Seguin-Moreau voit le marché de la tonnellerie se stabiliser

Le leader mondial des barriques en chêne espère tirer son épingle du jeu grâce à son savoir-faire et ses innovations technologiques.
(Crédits : dr)

En 2010, le marché mondial du fût est en passe de se stabiliser. « La première baisse sensible date de 2009 avec une chute de l'ordre de 15 %. La production mondiale des barriques était alors autour de 800.000 fûts dont 550.000 fabriqués en France. L'érosion semble enrayée. On note, cette année, une stabilisation », observe Philippe Rapacz, président de Seguin-Moreau. Le tonnelier basé à Cognac (Charente) annonce une production moyenne par an de quelque 75.000 fûts et de 190 cuves et foudres pour les vins et le cognac. Il se place en leader mondial en volume de fûts en chêne français.

Aujourd'hui filiale à 100 % du groupe coté Oeneo (n° 1 mondial de la tonnellerie destinée à l'élevage de vins et n° 2 mondial des produits de bouchage de vins), Seguin-Moreau a vu le jour en 1972, lors de la fusion des tonnelleries Seguin (créée en 1870) et Moreau (créée en 1838). Depuis lors, positionnée sur la tonnellerie haut de gamme, l'entreprise investit fortement dans la R&D pour innover à tous les stades du process.

Ainsi, après une sélection rigoureuse des chênes, ceux-ci sont débités en merrains sur le site de Vélines (Dordogne), puis stockés sur un parc unique de 6 hectares à Cognac pour la maturation, en moyenne de 18 et 24 mois. A cet égard, la société a mis au point un processus de maturation dite proactive. « Il s'agit notamment de compenser les éventuels déficits de pluviosité par des arrosages contrôlés et assistés par ordinateur. Cela permet ainsi d'assurer l'homogénéité et la reproductibilité du cycle de maturation », explique le directeur général.
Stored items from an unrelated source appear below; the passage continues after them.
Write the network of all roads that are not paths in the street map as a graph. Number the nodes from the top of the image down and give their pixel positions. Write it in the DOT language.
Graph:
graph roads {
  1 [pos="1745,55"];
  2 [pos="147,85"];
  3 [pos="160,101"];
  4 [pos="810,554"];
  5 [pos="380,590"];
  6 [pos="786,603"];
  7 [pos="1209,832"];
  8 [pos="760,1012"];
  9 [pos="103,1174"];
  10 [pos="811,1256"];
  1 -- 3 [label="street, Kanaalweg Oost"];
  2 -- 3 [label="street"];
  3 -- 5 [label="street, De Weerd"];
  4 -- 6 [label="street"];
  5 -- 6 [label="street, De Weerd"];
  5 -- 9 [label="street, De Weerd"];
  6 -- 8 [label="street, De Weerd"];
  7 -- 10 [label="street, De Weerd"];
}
Dans la chaîne de fabrication, la chauffe est une phase essentielle. Elle intervient notamment lors du cintrage des douelles qui, assemblées, formeront la barrique et permettront les échanges entre le vin et le bois. La durée, l'intensité de cette « cuisson oenologique » (le bousinage) va développer tel ou tel arôme, telle ou telle qualité. En collaboration avec les universités de Bordeaux et de Dijon, le tonnelier a donc mis au point ses propres procédés techniques : le « U-Stave » intensifie les phénomènes d'échange ; l'« Aquaflex » réduit la présence des tannins et leur impact.

Foudres sur mesure

Toujours pour les vins et cognac, Seguin-Moreau conçoit des cuves et des foudres sur mesure, de 600 litres à 1.200 hectolitres. C'est en quelque sorte de la haute couture en matière de tonnellerie. D'autant que, sur ces pièces, la société vient d'apporter plusieurs avancées technologiques, avec un assemblage des portes-trappes sans vis ni boulons, et l'installation d'une « porte à ras du fond permettant un décuvage total et hygiénique ». Seguin-Moreau compte trois sites de production, à Cognac, à Chagny (Saône-et-Loire), et à Napa en Californie. La société dispose de deux filiales commerciales en Australie et au Chili. Les produits du Charentais se vendent dans 35 pays auprès de 4.500 clients. Cette filiale d'Oeneo emploie 240 personnes pour un chiffre d'affaires de 50 millions d'euros dont 90 % pour le marché du fût. Le groupe (679 salariés), dont le siège est à Paris, a réalisé 166,1 millions d'euros de chiffre d'affaires au cours de l'exercice 2009-2010 d'une durée exceptionnelle de 15 mois, clos le 31 mars dernier.